Advertisement

Why 64 bit Vulkan performance boost

Started by June 01, 2019 06:28 AM
5 comments, last by Krypt0n 5 years, 8 months ago

I have a test(3000+ drawcall with simple materials.) on mobile(Snapdragon 845, Adreno™ 630).

If I run 32 bit version, it runs at 35 fps. If I run the 64 bit version vulkan, it goes beyond 60 fps.

Does anyone know about why Vulkan run so fast in 64 bit?

1) That's waaaaay too many draw calls per frame for ideal performance. You should be aiming for sub-100, or even sub-30. Have you profiled your code yet?

2) At a wild guess, based on the near-zero information provided... there might be a large conversion or thunking cost of translating your 32-bit API calls to the native library's 64-bit API. Have you profiled your code yet?

3) The bottleneck might be in your code, not in Vulkan or the driver.

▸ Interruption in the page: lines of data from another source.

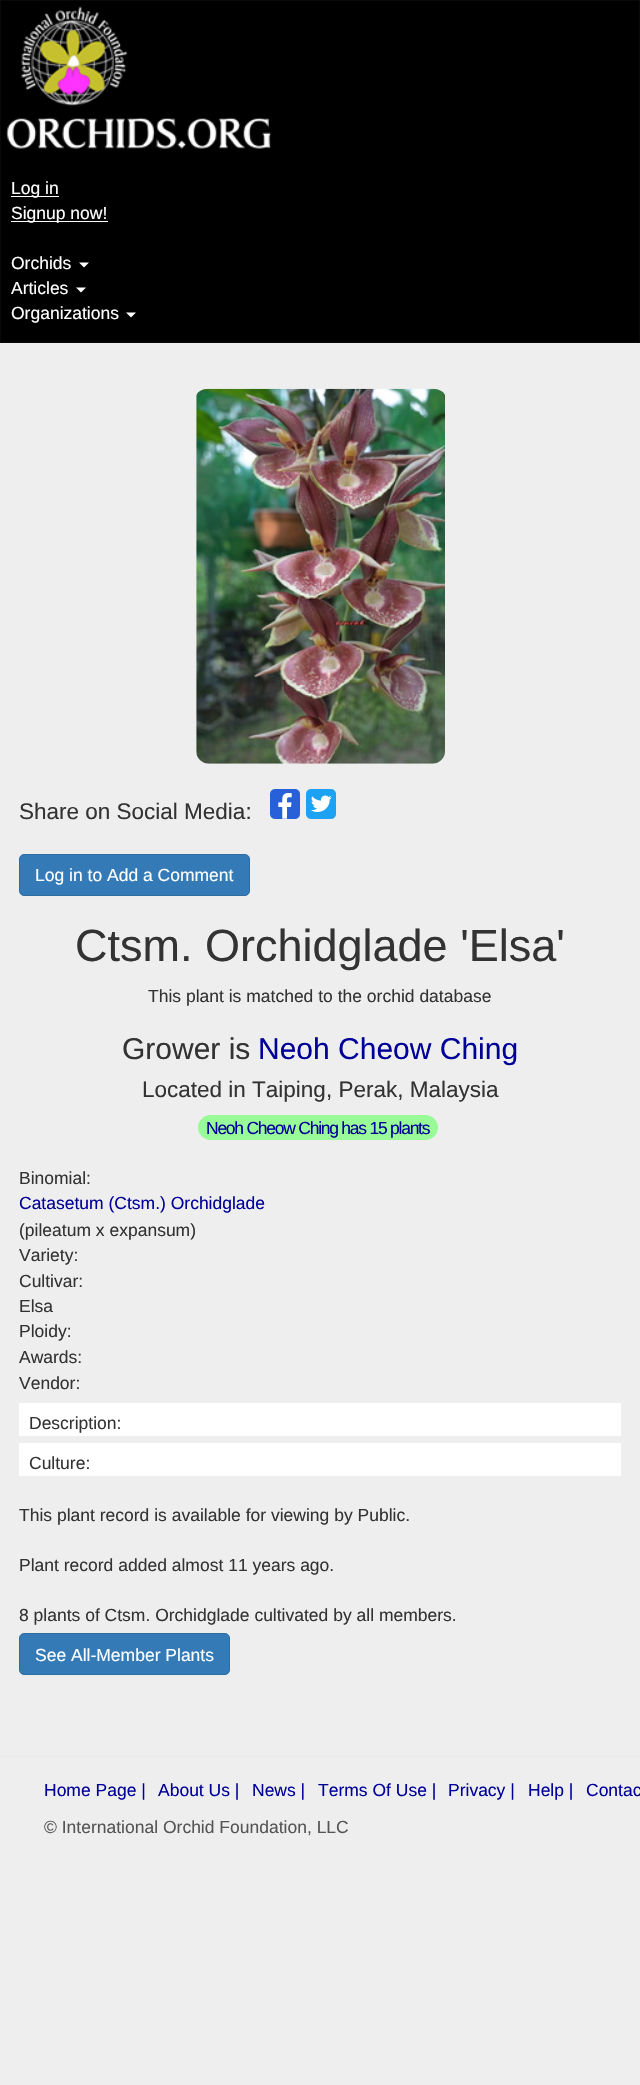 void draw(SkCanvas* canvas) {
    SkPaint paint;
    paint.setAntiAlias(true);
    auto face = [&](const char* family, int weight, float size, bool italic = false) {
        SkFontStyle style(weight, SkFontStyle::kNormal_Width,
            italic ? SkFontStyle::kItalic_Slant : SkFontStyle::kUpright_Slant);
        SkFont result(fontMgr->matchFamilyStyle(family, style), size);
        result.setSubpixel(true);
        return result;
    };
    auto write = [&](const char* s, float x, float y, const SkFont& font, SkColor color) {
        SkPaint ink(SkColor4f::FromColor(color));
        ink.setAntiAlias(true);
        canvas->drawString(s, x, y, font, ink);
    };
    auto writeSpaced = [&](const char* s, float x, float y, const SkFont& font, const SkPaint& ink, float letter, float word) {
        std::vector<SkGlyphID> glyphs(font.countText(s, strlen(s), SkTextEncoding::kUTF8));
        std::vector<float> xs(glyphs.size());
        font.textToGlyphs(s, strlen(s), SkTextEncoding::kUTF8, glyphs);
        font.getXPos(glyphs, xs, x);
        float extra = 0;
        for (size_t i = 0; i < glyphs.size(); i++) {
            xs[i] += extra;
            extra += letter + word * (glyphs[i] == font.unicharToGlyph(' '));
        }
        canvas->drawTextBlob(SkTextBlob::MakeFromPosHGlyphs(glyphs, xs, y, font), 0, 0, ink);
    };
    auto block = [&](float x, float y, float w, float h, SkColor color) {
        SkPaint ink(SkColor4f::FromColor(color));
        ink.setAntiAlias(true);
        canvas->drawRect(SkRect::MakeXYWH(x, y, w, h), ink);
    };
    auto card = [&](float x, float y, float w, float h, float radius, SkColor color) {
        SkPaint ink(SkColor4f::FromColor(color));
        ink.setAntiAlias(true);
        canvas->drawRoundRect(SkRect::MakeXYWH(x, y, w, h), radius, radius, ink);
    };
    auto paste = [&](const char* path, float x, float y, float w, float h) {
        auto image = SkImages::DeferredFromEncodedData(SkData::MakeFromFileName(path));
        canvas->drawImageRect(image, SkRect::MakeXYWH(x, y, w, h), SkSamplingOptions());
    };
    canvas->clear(SkColorSetRGB(238, 238, 238));
    paint.setColor(SK_ColorBLACK);
    canvas->drawRect(SkRect::MakeXYWH(0.5f, 0.5f, 639, 342), paint);
    paint.setStyle(SkPaint::kStroke_Style);
    paint.setStrokeWidth(1);
    paint.setColor(SkColorSetRGB(9, 9, 9));
    canvas->drawRect(SkRect::MakeXYWH(0.5f, 0.5f, 639, 342), paint);
    paste("pic1.png", 21, 6, 107, 100);
    paste("pic2.png", 6, 117, 266, 32);
    block(11, 196, 48, 1, SK_ColorWHITE);
    auto kFont1 = face("Liberation Sans", 400, 17.5f);
    write("Log in", 11, 194, kFont1, SK_ColorWHITE);
    block(11, 221, 97, 1, SK_ColorWHITE);
    write("Signup now!", 11, 219, kFont1, SK_ColorWHITE);
    write("Orchids", 11, 269, kFont1, SK_ColorWHITE);
    paint.setStyle(SkPaint::kFill_Style);
    paint.setColor(SK_ColorWHITE);
    canvas->drawPath(SkPathBuilder().moveTo(79, 262.5f).lineTo(89, 262.5f).lineTo(84, 267.5f).close().detach(), paint);
    write("Articles", 11, 294, kFont1, SK_ColorWHITE);
    canvas->drawPath(SkPathBuilder().moveTo(76, 287.5f).lineTo(86, 287.5f).lineTo(81, 292.5f).close().detach(), paint);
    write("Organizations", 11, 319, kFont1, SK_ColorWHITE);
    canvas->drawPath(SkPathBuilder().moveTo(126, 312.5f).lineTo(136, 312.5f).lineTo(131, 317.5f).close().detach(), paint);
    paste("pic3.png", 196, 388, 249, 376);
    auto kFont2 = face("Liberation Sans", 400, 22.5f);
    write("Share on Social Media:", 19, 819, kFont2, SkColorSetRGB(51, 51, 51));
    paste("pic4.png", 270, 789, 30, 30);
    paste("pic5.png", 306, 789, 30, 30);
    paint.setColor(SkColorSetRGB(51, 122, 183));
    canvas->drawRoundRect(SkRect::MakeXYWH(19.5f, 854.5f, 230, 41), 4.5f, 4.5f, paint);
    paint.setStyle(SkPaint::kStroke_Style);
    paint.setColor(SkColorSetRGB(46, 109, 164));
    canvas->drawRoundRect(SkRect::MakeXYWH(19.5f, 854.5f, 230, 41), 4.5f, 4.5f, paint);
    write("Log in to Add a Comment", 35, 881, kFont1, SK_ColorWHITE);
    auto kFont3 = face("Liberation Sans", 400, 45);
    write("Ctsm. Orchidglade 'Elsa'", 75, 961, kFont3, SkColorSetRGB(51, 51, 51));
    write("This plant is matched to the orchid database", 148, 1002, kFont1, SkColorSetRGB(51, 51, 51));
    auto kFont4 = face("Liberation Sans", 400, 30);
    write("Grower is", 122, 1059, kFont4, SkColorSetRGB(51, 51, 51));
    write("Neoh Cheow Ching", 258, 1059, kFont4, SkColorSetRGB(0, 0, 153));
    write("Located in Taiping, Perak, Malaysia", 142, 1097, kFont2, SkColorSetRGB(51, 51, 51));
    card(198, 1115, 240, 25, 12.5f, SkColorSetRGB(152, 251, 152));
    paint.setStyle(SkPaint::kFill_Style);
    paint.setColor(SkColorSetRGB(0, 0, 153));
    writeSpaced("Neoh Cheow Ching has 15 plants", 206, 1134, kFont1, paint, -1.25f, 0);
    write("Binomial:", 19, 1184, kFont1, SkColorSetRGB(51, 51, 51));
    write("Catasetum (Ctsm.) Orchidglade", 19, 1209, kFont1, SkColorSetRGB(0, 0, 153));
    write("(pileatum x expansum)", 19, 1236, kFont1, SkColorSetRGB(51, 51, 51));
    write("Variety:", 19, 1261, kFont1, SkColorSetRGB(51, 51, 51));
    write("Cultivar:", 19, 1287, kFont1, SkColorSetRGB(51, 51, 51));
    write("Elsa", 19, 1312, kFont1, SkColorSetRGB(51, 51, 51));
    write("Ploidy:", 19, 1337, kFont1, SkColorSetRGB(51, 51, 51));
    write("Awards:", 19, 1363, kFont1, SkColorSetRGB(51, 51, 51));
    write("Vendor:", 19, 1389, kFont1, SkColorSetRGB(51, 51, 51));
    block(19, 1403, 602, 33, SK_ColorWHITE);
    write("Description:", 29, 1429, kFont1, SkColorSetRGB(51, 51, 51));
    block(19, 1443, 602, 33, SK_ColorWHITE);
    write("Culture:", 29, 1469, kFont1, SkColorSetRGB(51, 51, 51));
    write("This plant record is available for viewing by Public.", 19, 1521, kFont1, SkColorSetRGB(51, 51, 51));
    write("Plant record added almost 11 years ago.", 19, 1571, kFont1, SkColorSetRGB(51, 51, 51));
    write("8 plants of Ctsm. Orchidglade cultivated by all members.", 19, 1621, kFont1, SkColorSetRGB(51, 51, 51));
    paint.setColor(SkColorSetRGB(51, 122, 183));
    canvas->drawRoundRect(SkRect::MakeXYWH(19.5f, 1633.5f, 210, 41), 4.5f, 4.5f, paint);
    paint.setStyle(SkPaint::kStroke_Style);
    paint.setColor(SkColorSetRGB(46, 109, 164));
    canvas->drawRoundRect(SkRect::MakeXYWH(19.5f, 1633.5f, 210, 41), 4.5f, 4.5f, paint);
    write("See All-Member Plants", 35, 1661, kFont1, SK_ColorWHITE);
    block(0, 1756, 640, 1, SkColorSetRGB(234, 234, 234));
    write("Home Page |", 44, 1796, kFont1, SkColorSetRGB(0, 0, 153));
    write("About Us |", 158, 1796, kFont1, SkColorSetRGB(0, 0, 153));
    write("News |", 252, 1796, kFont1, SkColorSetRGB(0, 0, 153));
    write("Terms Of Use |", 318, 1796, kFont1, SkColorSetRGB(0, 0, 153));
    write("Privacy |", 448, 1796, kFont1, SkColorSetRGB(0, 0, 153));
    write("Help |", 528, 1796, kFont1, SkColorSetRGB(0, 0, 153));
    write("Contac", 586, 1796, kFont1, SkColorSetRGB(0, 0, 153));
    write("© International Orchid Foundation, LLC", 44, 1833, kFont1, SkColorSetRGB(85, 85, 85));
}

Have you profiled your code yet?

RIP GameDev.net: launched 2 unusably-broken forum engines in as many years, and now has ceased operating as a forum at all, happy to remain naught but an advertising platform with an attached social media presense, headed by a staff who by their own admission have no idea what their userbase wants or expects.Here's to the good times; shame they exist in the past.
Advertisement
1 hour ago, Wyrframe said:

1) That's waaaaay too many draw calls per frame for ideal performance. You should be aiming for sub-100, or even sub-30. Have you profiled your code yet?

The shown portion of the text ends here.